> [WORK REQUIRED]
Pick out every line in the data below that holds "Meadow".
[TASK MATERIAL — start]
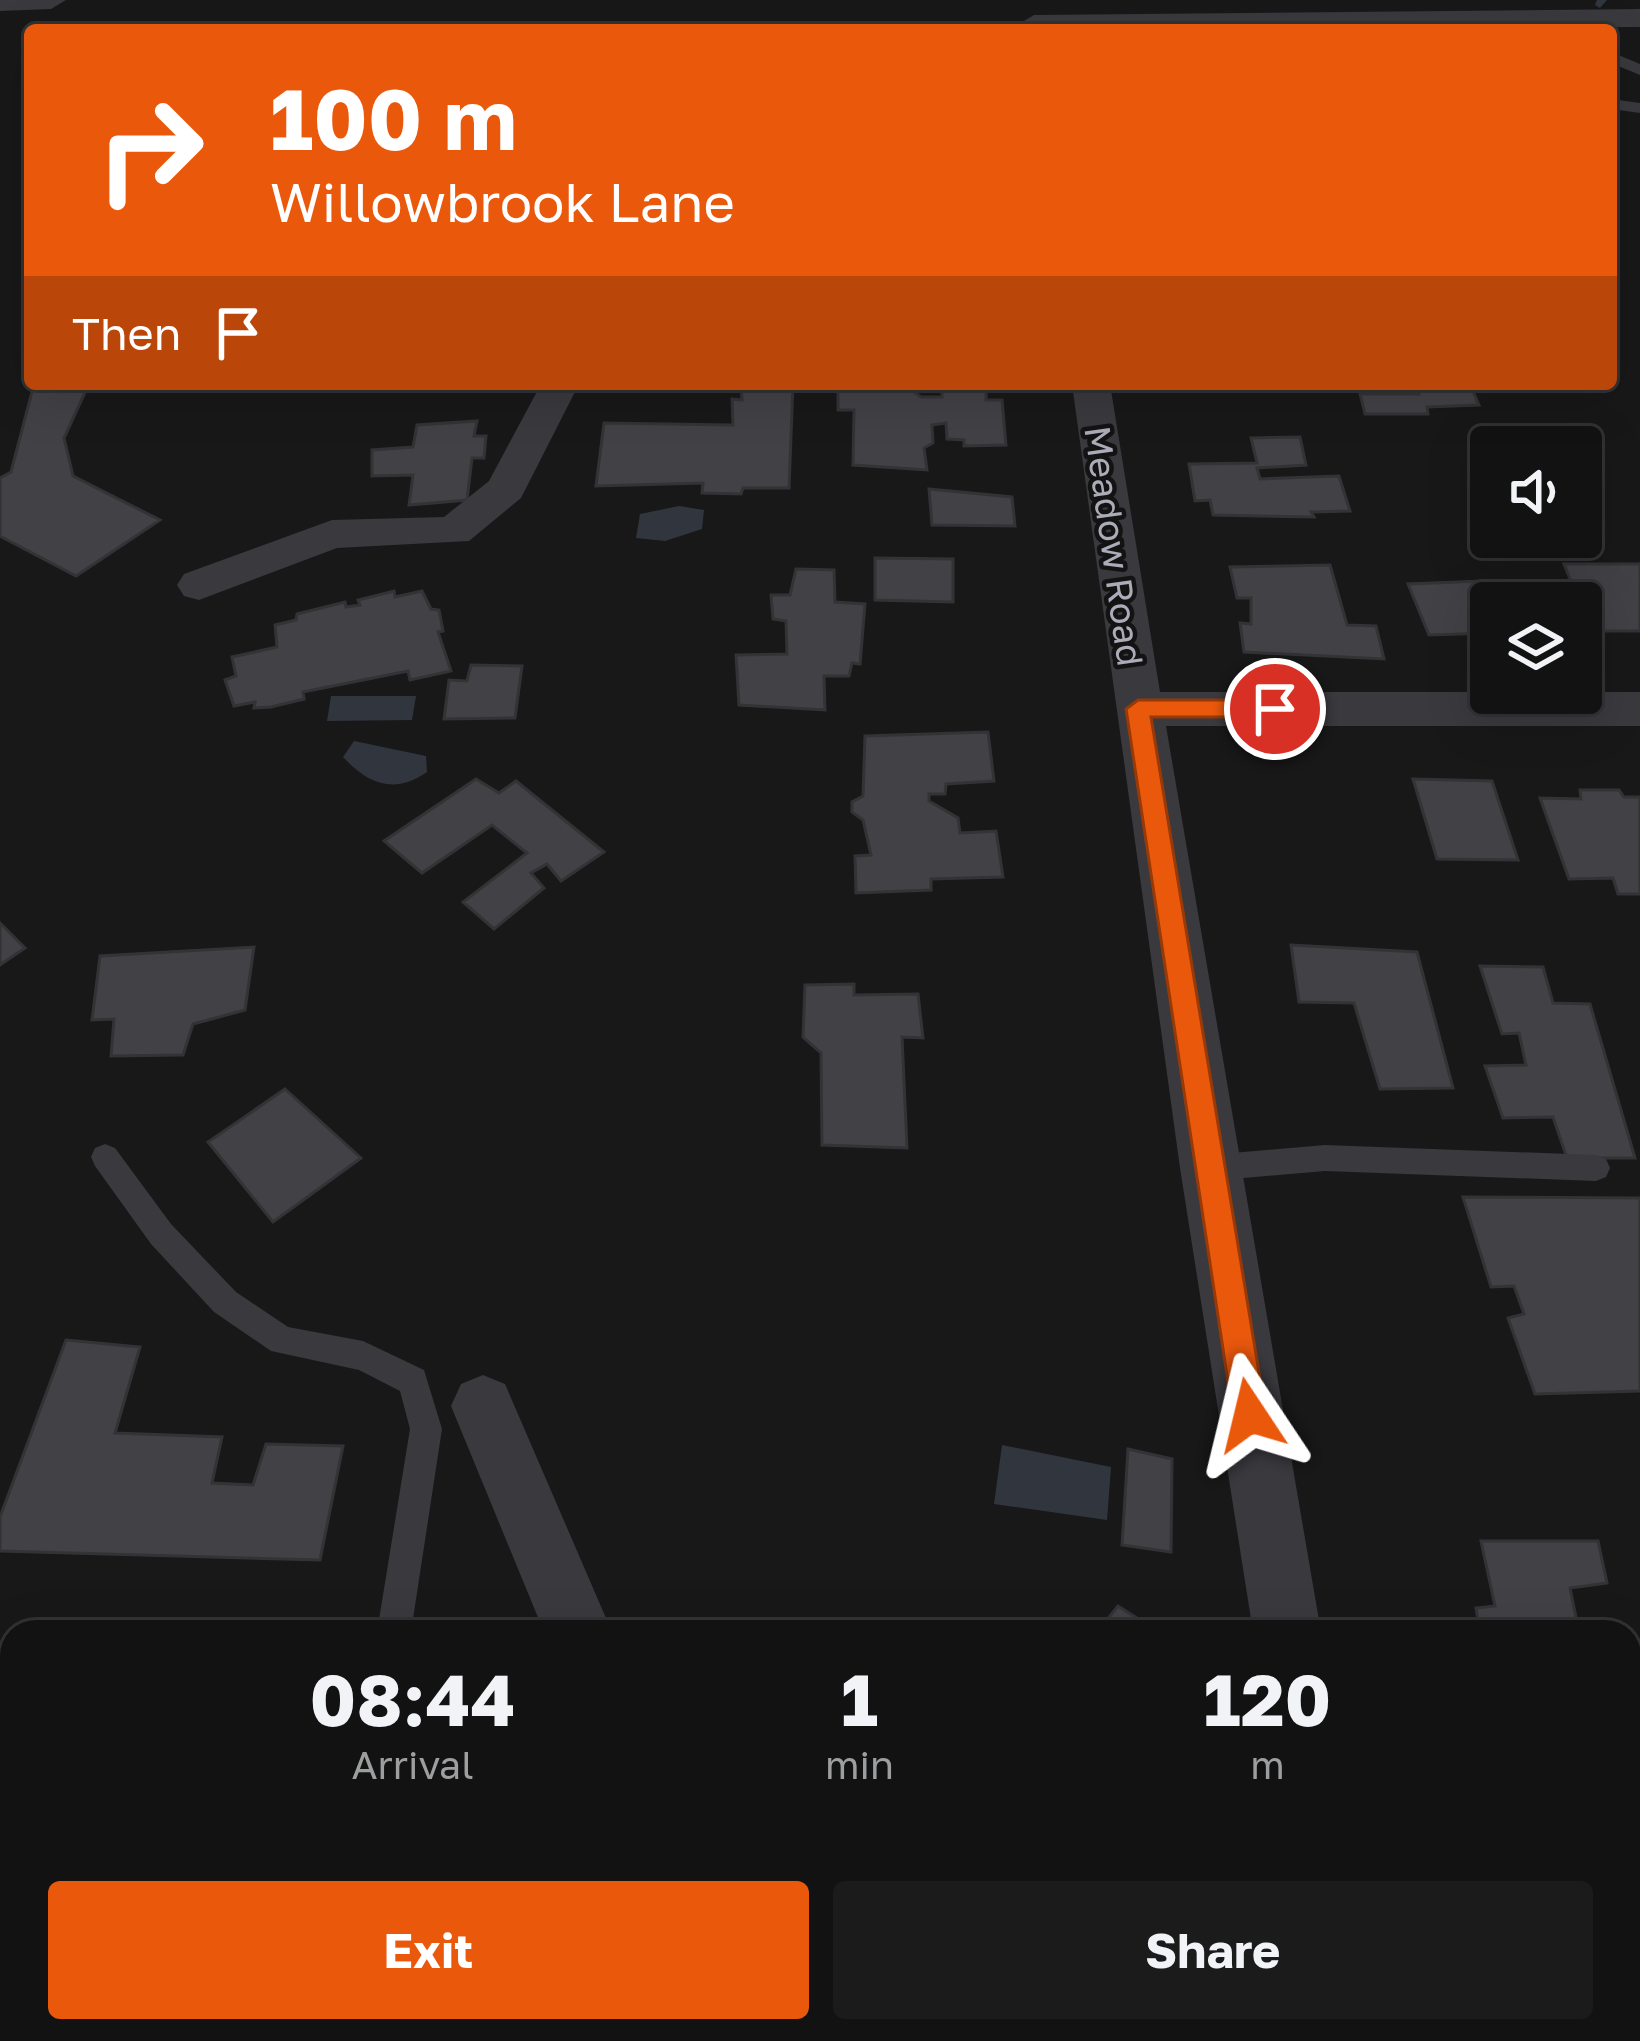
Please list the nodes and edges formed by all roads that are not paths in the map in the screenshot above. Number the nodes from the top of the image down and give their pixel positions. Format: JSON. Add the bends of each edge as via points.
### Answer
{"nodes":[{"id":1,"x":51,"y":0,"type":"edge"},
{"id":2,"x":0,"y":2,"type":"edge"},
{"id":3,"x":1033,"y":18,"type":"edge"},
{"id":4,"x":1640,"y":18,"type":"edge"},
{"id":5,"x":1436,"y":24,"type":"edge"},
{"id":6,"x":1523,"y":24,"type":"edge"},
{"id":7,"x":557,"y":390,"type":"edge"},
{"id":8,"x":1092,"y":390,"type":"edge"},
{"id":9,"x":199,"y":585,"type":"dead end"},
{"id":10,"x":1138,"y":709,"type":"junction"},
{"id":11,"x":1640,"y":709,"type":"edge"},
{"id":12,"x":105,"y":1157,"type":"dead end"},
{"id":13,"x":1209,"y":1168,"type":"junction"},
{"id":14,"x":1596,"y":1168,"type":"dead end"},
{"id":15,"x":483,"y":1406,"type":"dead end"},
{"id":16,"x":396,"y":1620,"type":"edge"},
{"id":17,"x":573,"y":1620,"type":"edge"},
{"id":18,"x":1284,"y":1620,"type":"edge"}],
"edges":[{"from":1,"to":2,"type":"street"},
{"from":3,"to":5,"type":"street"},
{"from":4,"to":6,"type":"street"},
{"from":7,"to":9,"type":"street","via":[[506,489],[454,531],[332,534]]},
{"from":8,"to":10,"type":"street","name":"Meadow Road"},
{"from":10,"to":11,"type":"street"},
{"from":10,"to":13,"type":"street","name":"Meadow Road"},
{"from":12,"to":16,"type":"lane","via":[[225,1302],[282,1341],[363,1357],[413,1381],[426,1430]]},
{"from":13,"to":14,"type":"lane","via":[[1325,1158]]},
{"from":13,"to":18,"type":"street","name":"Meadow Road"},
{"from":15,"to":17,"type":"street"}]}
[TASK MATERIAL — finish]
> [SOLUTION TO THIS EXERCISE]
{"from":8,"to":10,"type":"street","name":"Meadow Road"},
{"from":10,"to":13,"type":"street","name":"Meadow Road"},
{"from":13,"to":18,"type":"street","name":"Meadow Road"},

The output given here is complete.